Is this truckload driving? Drive your car to your home terminal in the morning, climb into a non-sleeper tractor and run the load 250 miles. Turn it over to another driver, climb into another non-sleeper, and drive that load the 250 miles back to your terminal.
That routine is the shape of things to come for many drivers at Werner Enterprises, the Omaha-based truckload carrier operating some 7,400 tractors and 22,000 trailers.

Drivers will work a regular day, cover 500 miles legally, and get to spend the night at home, much like less-than-truckload drivers.
C.L. Werner, chairman/chief executive officer, plans to switch trucks and drivers to just such a relay operation in the company's high-density freight lanes. Based on sophisticated, computerized scheduling and electronic log systems, it is already in use to some extent. About 35% of Werner's freight is now swapped at some point.

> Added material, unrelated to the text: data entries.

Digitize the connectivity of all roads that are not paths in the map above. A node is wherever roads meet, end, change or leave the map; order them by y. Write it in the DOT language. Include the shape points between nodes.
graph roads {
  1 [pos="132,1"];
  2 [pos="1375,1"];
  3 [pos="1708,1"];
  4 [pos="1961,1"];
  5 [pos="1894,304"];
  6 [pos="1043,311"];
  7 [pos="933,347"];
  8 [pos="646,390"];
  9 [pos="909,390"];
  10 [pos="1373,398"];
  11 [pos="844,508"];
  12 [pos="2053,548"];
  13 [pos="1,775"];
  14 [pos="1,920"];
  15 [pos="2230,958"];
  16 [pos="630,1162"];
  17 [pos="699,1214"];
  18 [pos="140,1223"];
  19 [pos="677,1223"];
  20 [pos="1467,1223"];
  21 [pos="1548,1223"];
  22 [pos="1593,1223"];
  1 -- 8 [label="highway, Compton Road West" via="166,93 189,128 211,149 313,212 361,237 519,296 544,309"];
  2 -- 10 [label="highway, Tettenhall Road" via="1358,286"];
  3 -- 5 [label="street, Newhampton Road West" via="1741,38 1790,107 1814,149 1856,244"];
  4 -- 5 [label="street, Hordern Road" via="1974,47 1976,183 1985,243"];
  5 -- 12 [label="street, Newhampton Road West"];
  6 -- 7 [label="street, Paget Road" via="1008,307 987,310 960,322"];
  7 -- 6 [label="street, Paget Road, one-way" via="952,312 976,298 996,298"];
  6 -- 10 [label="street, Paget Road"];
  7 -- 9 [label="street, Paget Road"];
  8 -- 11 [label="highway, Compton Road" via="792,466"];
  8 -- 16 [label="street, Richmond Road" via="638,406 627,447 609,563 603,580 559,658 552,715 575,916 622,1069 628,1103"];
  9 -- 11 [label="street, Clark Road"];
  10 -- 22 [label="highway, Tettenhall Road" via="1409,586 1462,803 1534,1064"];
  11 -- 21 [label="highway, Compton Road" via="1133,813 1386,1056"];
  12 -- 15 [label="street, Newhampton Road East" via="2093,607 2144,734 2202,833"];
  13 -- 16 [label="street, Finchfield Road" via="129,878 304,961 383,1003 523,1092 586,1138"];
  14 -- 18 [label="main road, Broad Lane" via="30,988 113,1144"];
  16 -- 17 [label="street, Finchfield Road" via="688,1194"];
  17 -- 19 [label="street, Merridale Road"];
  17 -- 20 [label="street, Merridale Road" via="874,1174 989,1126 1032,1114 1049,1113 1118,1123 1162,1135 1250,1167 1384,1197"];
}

It's sort of like the old Pony Express, except that only the drivers change, while the "horse" continues on after each relay. Ultimately, says Werner, a haul from New York to Los Angeles might use five or six drivers.
The scheme is based on a 10-hour day with the daily targets in 500-miles increments. Relays would be 500, 1,000 or 1,500 miles, with drivers who want to be home every night doing a 250 out-and-back.
Werner's automated, paperless log system, developed with cooperation from the U.S. Department of Transportation, is a fundamental building block in the relay system, which demands precise scheduling and recordkeeping.
It's not for everybody. And Werner says around 20% of the fleet will always be irregular route, team operations in big sleepers. But his prime aims are to get drivers home at night, boost safety and improve profitability so all stakeholders in Werner Enterprises benefit.